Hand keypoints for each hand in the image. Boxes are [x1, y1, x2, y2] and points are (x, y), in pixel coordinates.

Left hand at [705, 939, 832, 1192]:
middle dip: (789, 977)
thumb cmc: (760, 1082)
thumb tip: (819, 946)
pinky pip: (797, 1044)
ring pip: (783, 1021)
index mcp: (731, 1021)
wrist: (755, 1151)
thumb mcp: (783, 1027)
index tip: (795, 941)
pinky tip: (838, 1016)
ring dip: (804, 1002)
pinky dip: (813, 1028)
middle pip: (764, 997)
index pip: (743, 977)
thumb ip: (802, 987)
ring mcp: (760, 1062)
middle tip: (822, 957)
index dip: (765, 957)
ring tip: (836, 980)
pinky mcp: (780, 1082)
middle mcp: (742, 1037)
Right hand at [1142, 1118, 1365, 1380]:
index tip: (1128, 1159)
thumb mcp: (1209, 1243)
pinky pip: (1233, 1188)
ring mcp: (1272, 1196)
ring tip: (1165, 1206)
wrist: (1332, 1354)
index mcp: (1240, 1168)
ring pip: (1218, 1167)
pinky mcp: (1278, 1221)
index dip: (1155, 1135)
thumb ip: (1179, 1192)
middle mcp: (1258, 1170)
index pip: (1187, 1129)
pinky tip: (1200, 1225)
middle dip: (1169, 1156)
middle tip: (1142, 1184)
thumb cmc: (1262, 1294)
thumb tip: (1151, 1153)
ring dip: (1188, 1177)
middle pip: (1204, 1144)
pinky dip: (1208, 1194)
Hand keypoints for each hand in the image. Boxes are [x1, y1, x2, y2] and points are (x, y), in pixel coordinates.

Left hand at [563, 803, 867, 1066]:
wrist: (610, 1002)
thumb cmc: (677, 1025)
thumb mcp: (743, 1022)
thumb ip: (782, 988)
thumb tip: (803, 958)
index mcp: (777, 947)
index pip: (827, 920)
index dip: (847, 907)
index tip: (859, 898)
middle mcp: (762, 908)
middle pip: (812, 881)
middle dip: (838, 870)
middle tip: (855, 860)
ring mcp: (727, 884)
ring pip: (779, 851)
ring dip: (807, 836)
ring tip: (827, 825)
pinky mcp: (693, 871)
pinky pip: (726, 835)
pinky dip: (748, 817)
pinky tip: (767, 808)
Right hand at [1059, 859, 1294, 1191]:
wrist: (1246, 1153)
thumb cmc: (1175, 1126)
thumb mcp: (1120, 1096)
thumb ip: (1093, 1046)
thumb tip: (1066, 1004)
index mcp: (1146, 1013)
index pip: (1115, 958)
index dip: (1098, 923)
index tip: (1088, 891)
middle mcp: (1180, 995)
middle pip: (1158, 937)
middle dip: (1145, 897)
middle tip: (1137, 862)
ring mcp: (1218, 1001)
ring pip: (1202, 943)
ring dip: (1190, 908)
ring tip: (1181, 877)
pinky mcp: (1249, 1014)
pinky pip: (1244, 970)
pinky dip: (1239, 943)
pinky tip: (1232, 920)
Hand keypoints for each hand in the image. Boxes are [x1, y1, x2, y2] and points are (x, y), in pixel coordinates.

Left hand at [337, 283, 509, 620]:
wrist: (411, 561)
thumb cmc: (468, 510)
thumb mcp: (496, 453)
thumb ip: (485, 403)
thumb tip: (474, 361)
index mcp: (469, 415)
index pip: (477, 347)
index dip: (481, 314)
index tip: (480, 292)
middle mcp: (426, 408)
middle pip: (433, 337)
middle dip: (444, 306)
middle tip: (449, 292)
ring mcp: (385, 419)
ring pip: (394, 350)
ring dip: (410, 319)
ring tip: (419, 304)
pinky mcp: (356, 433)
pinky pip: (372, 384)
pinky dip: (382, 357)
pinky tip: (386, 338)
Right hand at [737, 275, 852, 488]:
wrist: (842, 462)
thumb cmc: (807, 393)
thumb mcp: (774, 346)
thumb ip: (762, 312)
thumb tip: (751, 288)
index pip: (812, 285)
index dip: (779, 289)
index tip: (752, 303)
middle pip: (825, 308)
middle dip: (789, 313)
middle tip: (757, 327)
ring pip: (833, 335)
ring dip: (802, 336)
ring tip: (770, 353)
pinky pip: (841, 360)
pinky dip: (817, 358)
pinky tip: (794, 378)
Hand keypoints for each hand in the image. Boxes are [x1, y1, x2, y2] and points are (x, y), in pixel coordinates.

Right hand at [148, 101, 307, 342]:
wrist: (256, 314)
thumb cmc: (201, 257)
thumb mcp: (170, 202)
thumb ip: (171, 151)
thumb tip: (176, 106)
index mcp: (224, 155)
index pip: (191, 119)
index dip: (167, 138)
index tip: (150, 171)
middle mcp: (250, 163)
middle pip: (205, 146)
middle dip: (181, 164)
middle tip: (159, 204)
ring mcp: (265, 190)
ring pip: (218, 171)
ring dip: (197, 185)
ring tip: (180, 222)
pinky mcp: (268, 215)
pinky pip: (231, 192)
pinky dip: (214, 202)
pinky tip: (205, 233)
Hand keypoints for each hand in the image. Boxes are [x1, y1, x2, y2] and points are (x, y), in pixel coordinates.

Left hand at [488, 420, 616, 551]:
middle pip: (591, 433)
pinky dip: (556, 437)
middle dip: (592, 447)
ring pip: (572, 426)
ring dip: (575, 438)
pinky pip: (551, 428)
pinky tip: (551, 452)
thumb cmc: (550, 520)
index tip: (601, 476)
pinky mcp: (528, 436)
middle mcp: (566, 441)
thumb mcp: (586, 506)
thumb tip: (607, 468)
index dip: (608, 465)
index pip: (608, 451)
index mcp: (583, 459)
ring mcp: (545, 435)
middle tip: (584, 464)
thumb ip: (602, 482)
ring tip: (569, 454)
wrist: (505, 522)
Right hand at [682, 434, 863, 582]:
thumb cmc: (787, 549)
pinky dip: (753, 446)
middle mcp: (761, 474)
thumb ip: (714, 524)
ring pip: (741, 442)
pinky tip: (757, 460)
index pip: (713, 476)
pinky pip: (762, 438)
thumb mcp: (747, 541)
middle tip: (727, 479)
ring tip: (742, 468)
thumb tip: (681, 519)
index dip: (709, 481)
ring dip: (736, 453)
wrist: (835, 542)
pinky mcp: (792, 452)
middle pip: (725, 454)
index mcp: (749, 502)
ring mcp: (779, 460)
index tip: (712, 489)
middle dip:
^^^^^^^^
## Exercise instructions
Count the lines in the records above that hold the word "Right", and give only that number.

## Exercise result
5